06/17/2015 02:21 EDT | Updated 06/17/2015 02:59 EDT

Stress Cost Of Having A Baby Will Stress You Out

Researchers have put a price tag on the amount new moms need in order to offset “stress costs” of having a baby. And the result will stress you out.

Researchers have put a price tag on the amount new moms need in order to offset “stress costs” of having a baby. According to a study conducted by economist Daniel Hamermesh and his University of Texas colleagues, mothers need an extra $66,000 a year in order to alleviate the stress of having kids.

For moms specifically, financial stress significantly increases after having a child. This “time stress,” or overwhelmed feelings, can then last several years.
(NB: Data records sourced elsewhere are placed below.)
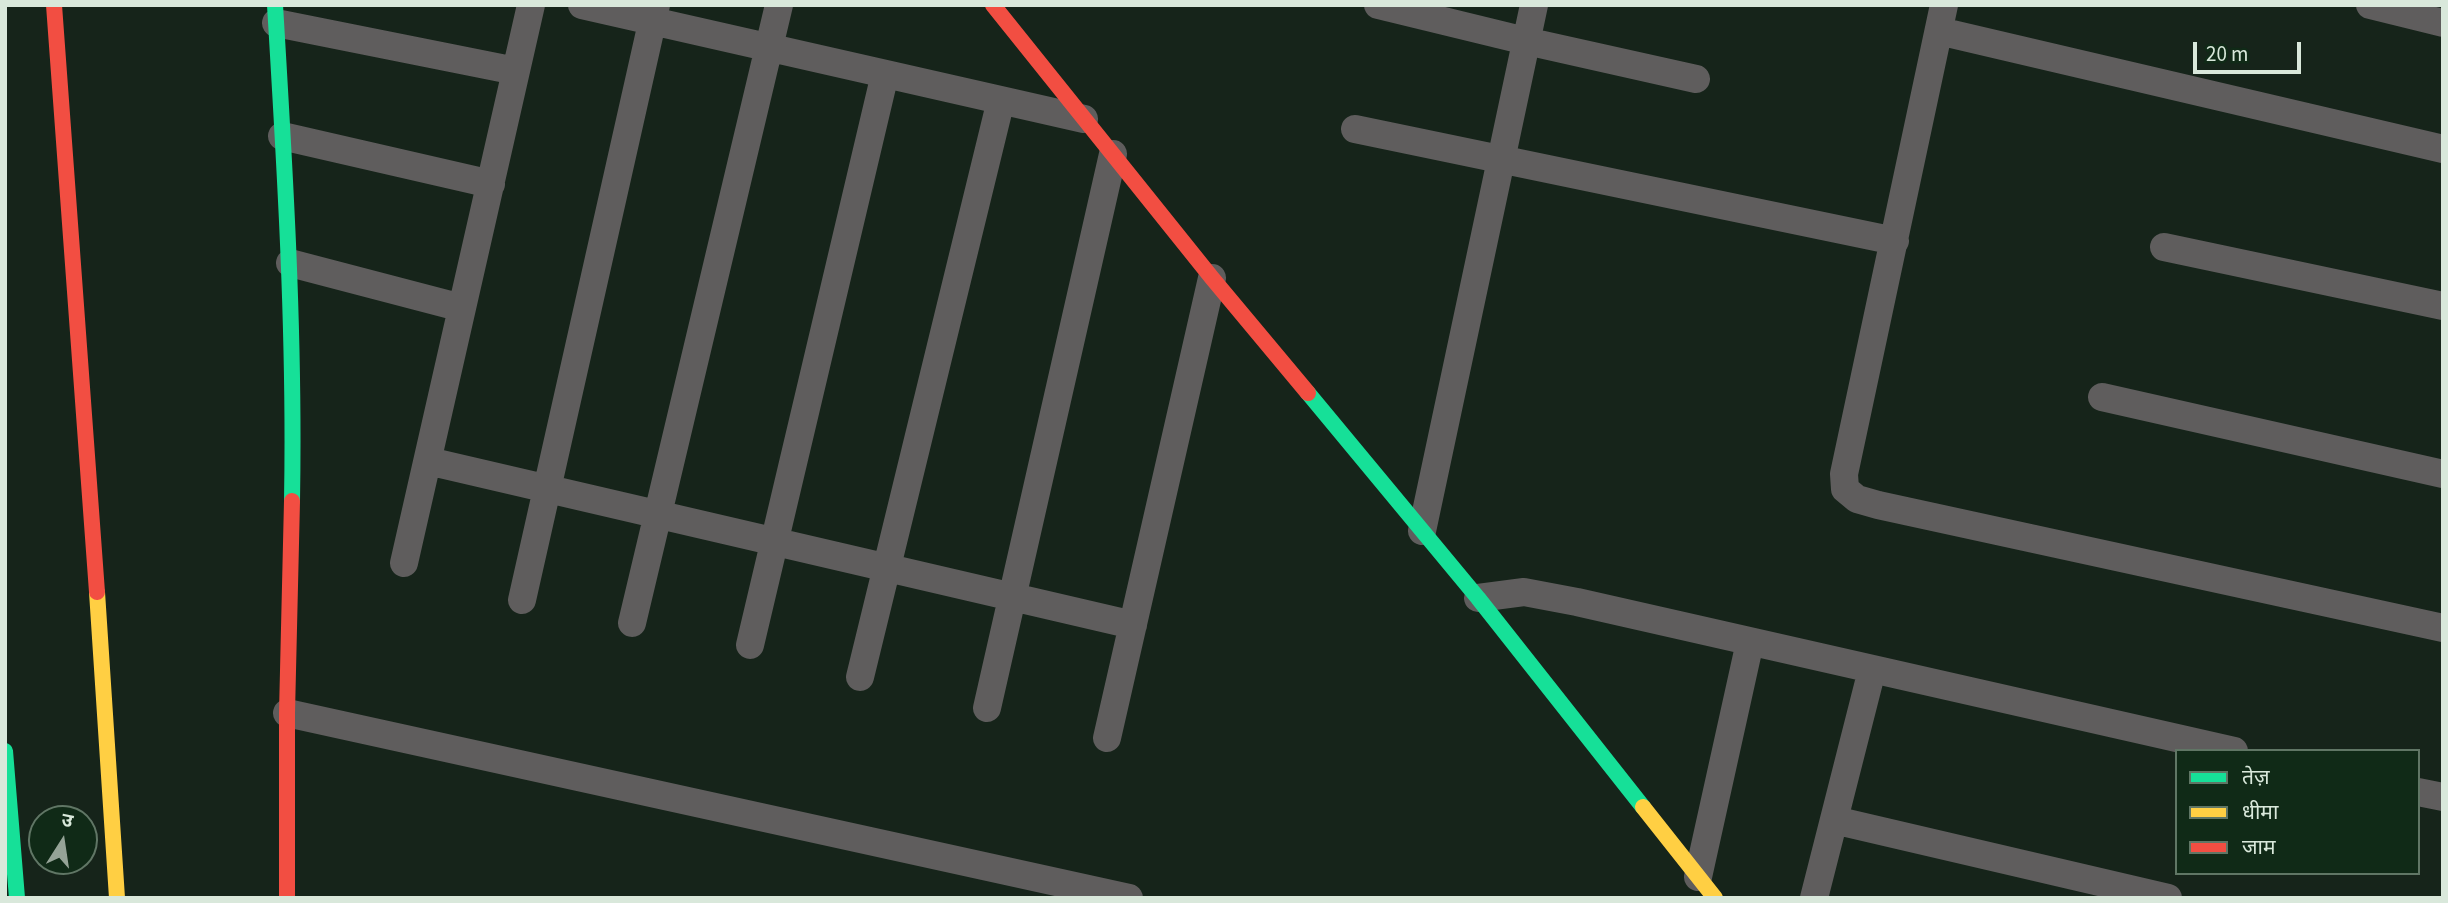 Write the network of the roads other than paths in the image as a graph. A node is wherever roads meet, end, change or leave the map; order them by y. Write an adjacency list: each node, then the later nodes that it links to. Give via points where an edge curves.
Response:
1 (54, 5): 61 (main road)
2 (531, 5): 15 (street)
3 (582, 5): 9 (street)
4 (779, 5): 14 (street)
5 (993, 5): 19 (main road)
6 (1378, 5): 13 (street)
7 (1534, 5): 13 (street)
8 (2370, 5): 12 (street)
9 (655, 13): 14 (street); 35 (street)
10 (276, 14): 15 (street); 21 (main road)
11 (1941, 18): 22 (street); 26 (street)
12 (2443, 23)
13 (1526, 41): 17 (street); 24 (street)
14 (769, 47): 16 (street); 36 (street)
15 (516, 71): 25 (street)
16 (885, 74): 18 (street); 38 (street)
17 (1696, 79)
18 (1001, 100): 19 (street); 40 (street)
19 (1084, 119): 23 (main road)
20 (1356, 129): 24 (street)
21 (282, 136): 25 (street); 28 (main road)
22 (2443, 149)
23 (1113, 155): 29 (main road); 41 (street)
24 (1501, 160): 26 (street); 37 (street)
25 (491, 184): 31 (street)
26 (1895, 241): 46 (street, via 1844,474 1845,489 1857,499)
27 (2164, 247): 30 (street)
28 (290, 263): 31 (street); 52 (main road, via 294,401)
29 (1212, 278): 37 (main road); 45 (street)
30 (2443, 306)
31 (462, 308): 33 (street)
32 (2102, 397): 34 (street)
33 (428, 461): 35 (street); 39 (street)
34 (2443, 474)
35 (547, 489): 36 (street); 43 (street)
36 (658, 515): 38 (street); 44 (street)
37 (1422, 531): 42 (main road)
38 (774, 542): 40 (street); 48 (street)
39 (404, 563)
40 (887, 568): 41 (street); 50 (street)
41 (1012, 597): 45 (street); 51 (street)
42 (1478, 598): 47 (street, via 1524,592); 59 (main road)
43 (522, 600)
44 (632, 623)
45 (1133, 625): 53 (street)
46 (2443, 628)
47 (1750, 642): 49 (street); 59 (street)
48 (750, 645)
49 (1872, 670): 54 (street); 58 (street)
50 (860, 677)
51 (987, 708)
52 (287, 713): 62 (main road); 63 (street)
53 (1107, 738)
54 (2225, 749)
55 (5, 751): 60 (main road)
56 (2420, 792): 57 (street)
57 (2443, 797)
58 (1834, 820): 64 (street); 65 (street)
59 (1707, 888)
60 (17, 898)
61 (117, 898)
62 (287, 898)
63 (1129, 898)
64 (1814, 898)
65 (2168, 898) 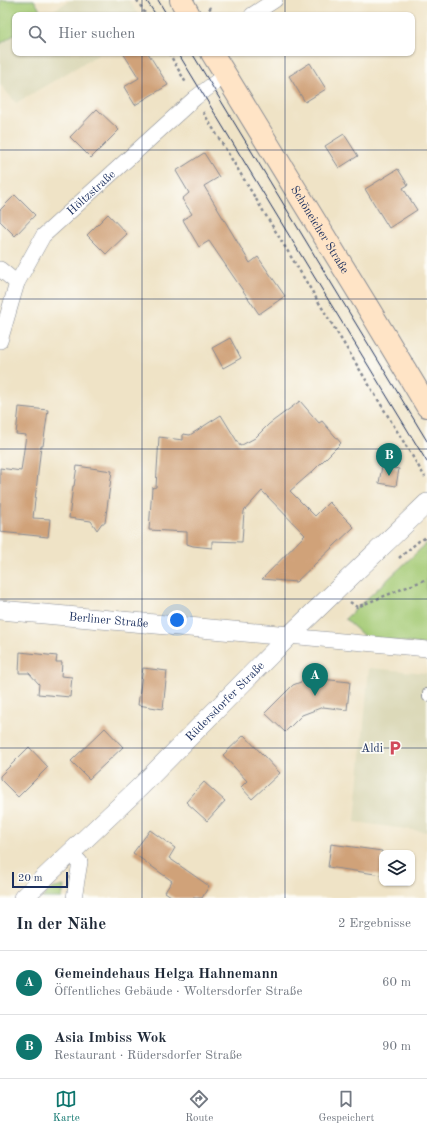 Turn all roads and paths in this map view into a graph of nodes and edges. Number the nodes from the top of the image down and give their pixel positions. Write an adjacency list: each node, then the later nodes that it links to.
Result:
1 (137, 0): 4 (path)
2 (181, 0): 5 (main road)
3 (275, 0): 6 (street)
4 (144, 12)
5 (187, 12)
6 (257, 12)
7 (171, 56): 10 (path)
8 (214, 56): 9 (main road, Schöneicher Straße)
9 (225, 75): 10 (street, Höltzstraße); 14 (main road, Schöneicher Straße)
10 (195, 98): 12 (street, Höltzstraße); 15 (path)
11 (0, 269): 12 (street)
12 (17, 283): 13 (street, Höltzstraße)
13 (0, 341)
14 (427, 406)
15 (425, 477)
16 (427, 504): 20 (street, Rüdersdorfer Straße)
17 (427, 579): 18 (path)
18 (350, 602)
19 (0, 610): 20 (street, Berliner Straße)
20 (289, 636): 21 (street); 24 (street, Rüdersdorfer Straße)
21 (427, 649)
22 (427, 693): 23 (lane)
23 (427, 697)
24 (71, 853): 25 (street, Rüdersdorfer Straße); 26 (street)
25 (23, 898)
26 (74, 898) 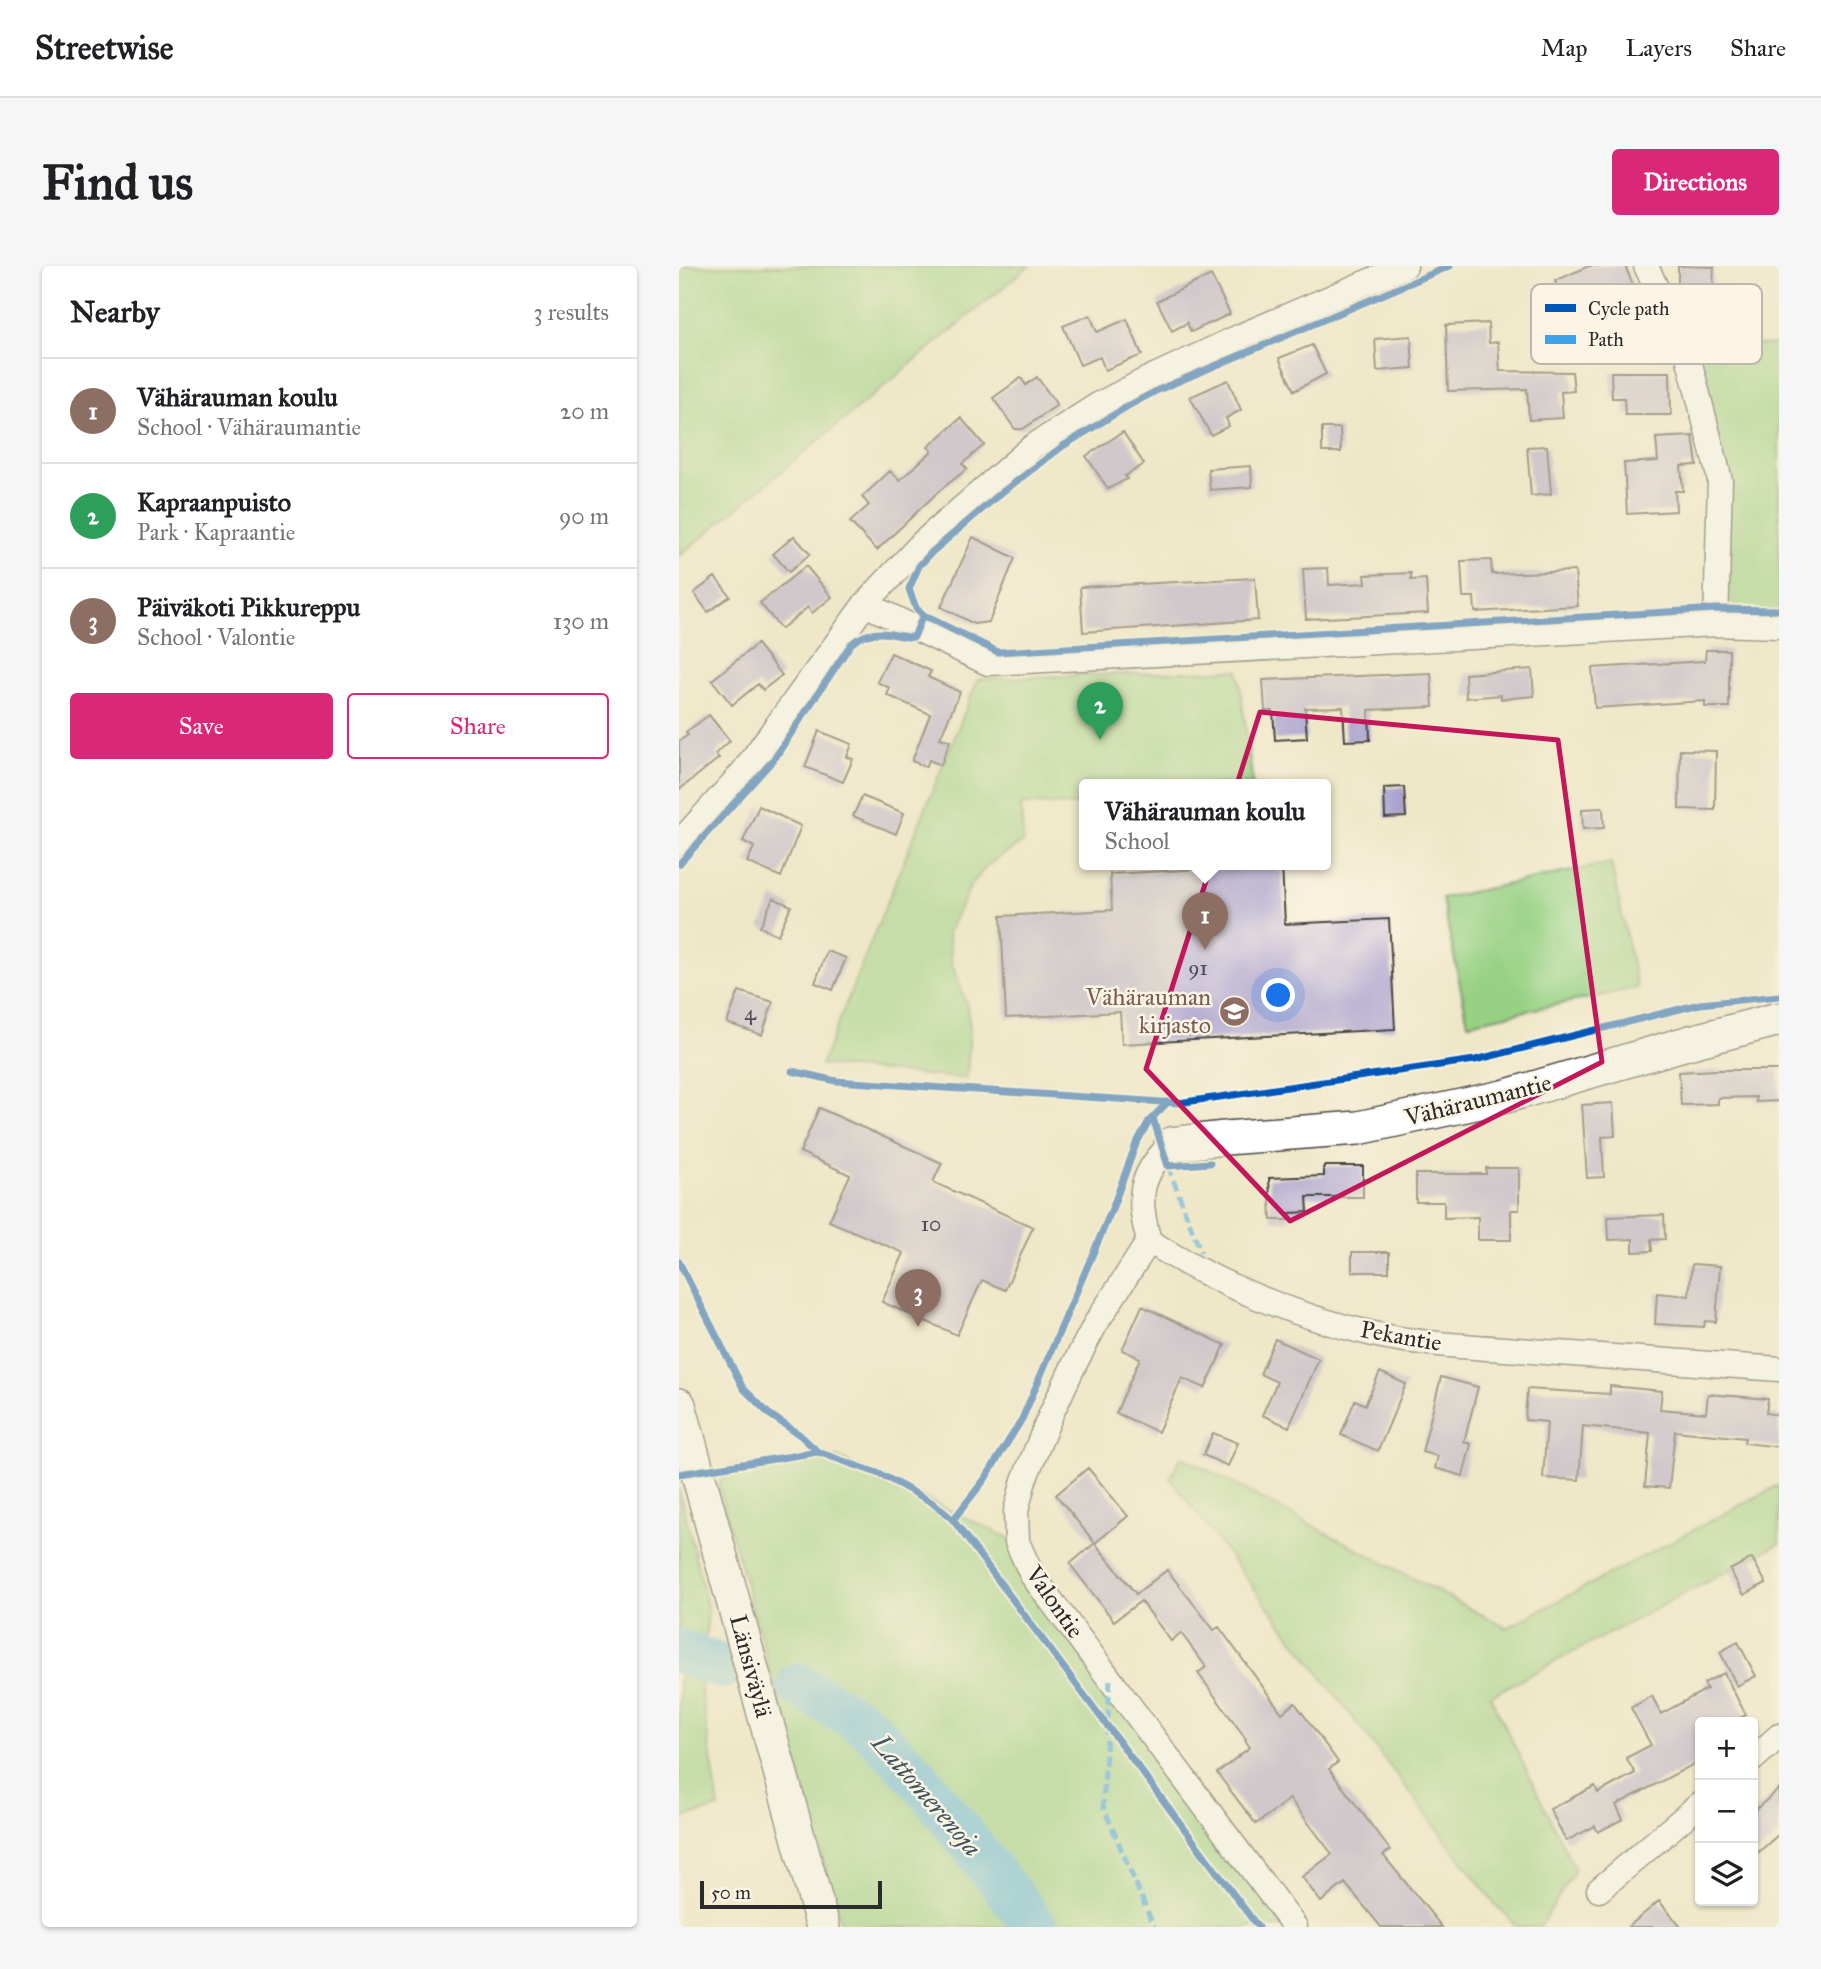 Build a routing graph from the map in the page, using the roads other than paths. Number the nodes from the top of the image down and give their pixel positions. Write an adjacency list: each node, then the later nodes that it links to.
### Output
1 (1405, 266): 5 (street)
2 (1646, 266): 3 (street)
3 (1654, 284)
4 (1690, 364): 6 (street)
5 (865, 604): 6 (street); 8 (street)
6 (1716, 624): 7 (street)
7 (1779, 626)
8 (679, 844)
9 (1779, 1018): 10 (street, Vähäraumantie)
10 (1171, 1144): 11 (street)
11 (1149, 1241): 12 (street, Pekantie); 19 (street, Valontie)
12 (1779, 1369)
13 (679, 1405): 18 (street, Länsiväylä)
14 (1779, 1736): 15 (street)
15 (1758, 1755)
16 (1695, 1808): 17 (street)
17 (1599, 1890)
18 (823, 1927)
19 (1296, 1927)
Breaking down the study’s findings, FiveThirtyEight editor Andrew Flowers explained: “Translating that time stress into dollar figures shows that having a child produces a significant burden — on top of the $245,340 in food, housing, education and other costs that the U.S. Department of Agriculture estimates that it takes to raise a kid.”

To arrive at the $66,000 figure, Hamermesh and his colleagues looked at two studies from Australia and Germany: Household, Income and Labour Dynamics in Australia (HILDA) and the German Socio-Economic Panel (SOEP). Both surveys analyzed over 7,000 heterosexual married couples from 2002 to 2012.

By asking couples questions regarding stress and their finances, researchers found that a mother’s stress increased from 20 to 22 per cent in the first two years of a child’s life. For dads, the increase was only from 5 to 8 per cent.

“Using the Australian survey data, the researchers found that to offset a new mother’s time stress, her annual earnings would have to increase by about $66,000 (or her husband’s earnings would have to increase by $163,000),” Flowers explained. “Using the German survey produces more modest estimates: A mother would need a $48,000 annual raise to offset her time stress (or she’d need to see her husband get a $55,000 raise instead).”

Essentially, the more a mother earns, the more her stress is reduced. Thus, with an extra $66,000, moms can feel more secure. Hamermesh suggests mothers put the money towards childcare or housework, as those are the stresses new moms feel the most.

But while more money can alleviate stress for parents, Hamermesh notes that it might not necessarily eliminate it altogether, since “just having the buggers around” can easily overwhelm any parent.